[Start of section]
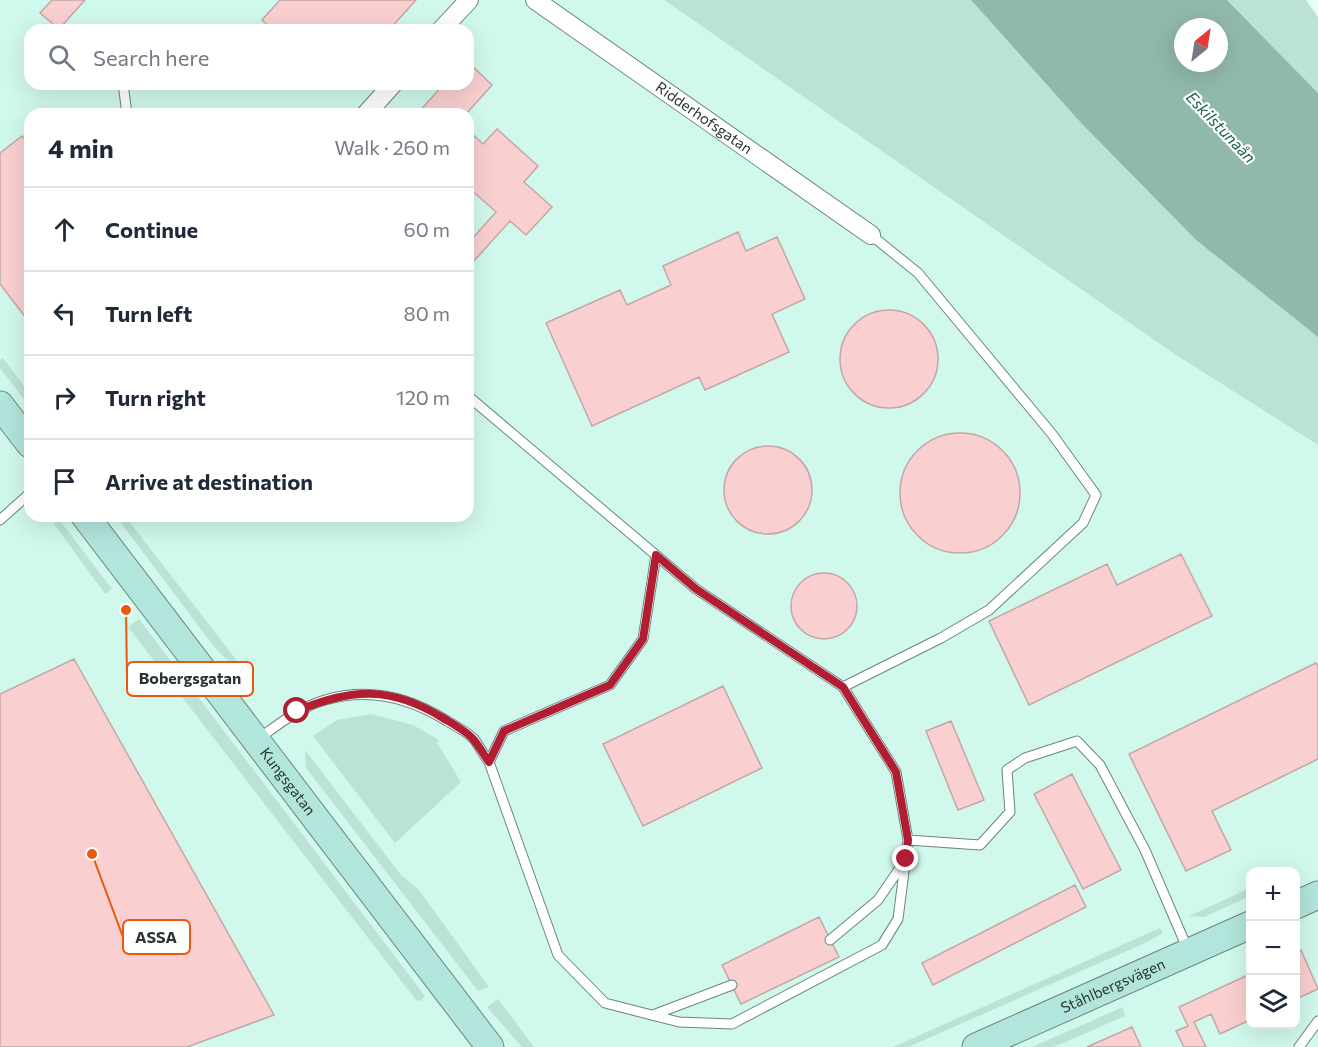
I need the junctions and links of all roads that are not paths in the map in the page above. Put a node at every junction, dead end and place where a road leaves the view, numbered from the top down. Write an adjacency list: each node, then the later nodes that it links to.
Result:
1 (469, 0): 3 (street)
2 (535, 0): 8 (street, Ridderhofsgatan)
3 (447, 24)
4 (124, 90): 6 (lane)
5 (388, 90): 7 (street)
6 (126, 108)
7 (371, 108)
8 (871, 235): 16 (lane)
9 (474, 401): 15 (lane)
10 (0, 405): 11 (main road)
11 (24, 436)
12 (24, 498): 13 (lane)
13 (0, 520)
14 (90, 522): 17 (main road, Kungsgatan)
15 (656, 555): 16 (lane); 18 (lane)
16 (843, 687): 19 (lane)
17 (256, 741): 18 (lane); 29 (main road, Kungsgatan)
18 (489, 762): 27 (lane)
19 (908, 840): 20 (lane); 25 (lane)
20 (906, 859): 24 (lane); 27 (lane)
21 (1318, 895): 22 (main road)
22 (1300, 903)
23 (1246, 927): 25 (main road, Ståhlbergsvägen)
24 (830, 940)
25 (1189, 952): 30 (main road, Ståhlbergsvägen)
26 (732, 985): 27 (lane)
27 (653, 1015)
28 (1318, 1021): 31 (lane)
29 (490, 1047)
30 (976, 1047)
31 (1299, 1047)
[End of section]
● **What this task involves**
Set every record down exactly, omitting pictures.

● **Response area**
I need the junctions and links of all roads that are not paths in the map in the page above. Put a node at every junction, dead end and place where a road leaves the view, numbered from the top down. Write an adjacency list: each node, then the later nodes that it links to.
Result:
1 (469, 0): 3 (street)
2 (535, 0): 8 (street, Ridderhofsgatan)
3 (447, 24)
4 (124, 90): 6 (lane)
5 (388, 90): 7 (street)
6 (126, 108)
7 (371, 108)
8 (871, 235): 16 (lane)
9 (474, 401): 15 (lane)
10 (0, 405): 11 (main road)
11 (24, 436)
12 (24, 498): 13 (lane)
13 (0, 520)
14 (90, 522): 17 (main road, Kungsgatan)
15 (656, 555): 16 (lane); 18 (lane)
16 (843, 687): 19 (lane)
17 (256, 741): 18 (lane); 29 (main road, Kungsgatan)
18 (489, 762): 27 (lane)
19 (908, 840): 20 (lane); 25 (lane)
20 (906, 859): 24 (lane); 27 (lane)
21 (1318, 895): 22 (main road)
22 (1300, 903)
23 (1246, 927): 25 (main road, Ståhlbergsvägen)
24 (830, 940)
25 (1189, 952): 30 (main road, Ståhlbergsvägen)
26 (732, 985): 27 (lane)
27 (653, 1015)
28 (1318, 1021): 31 (lane)
29 (490, 1047)
30 (976, 1047)
31 (1299, 1047)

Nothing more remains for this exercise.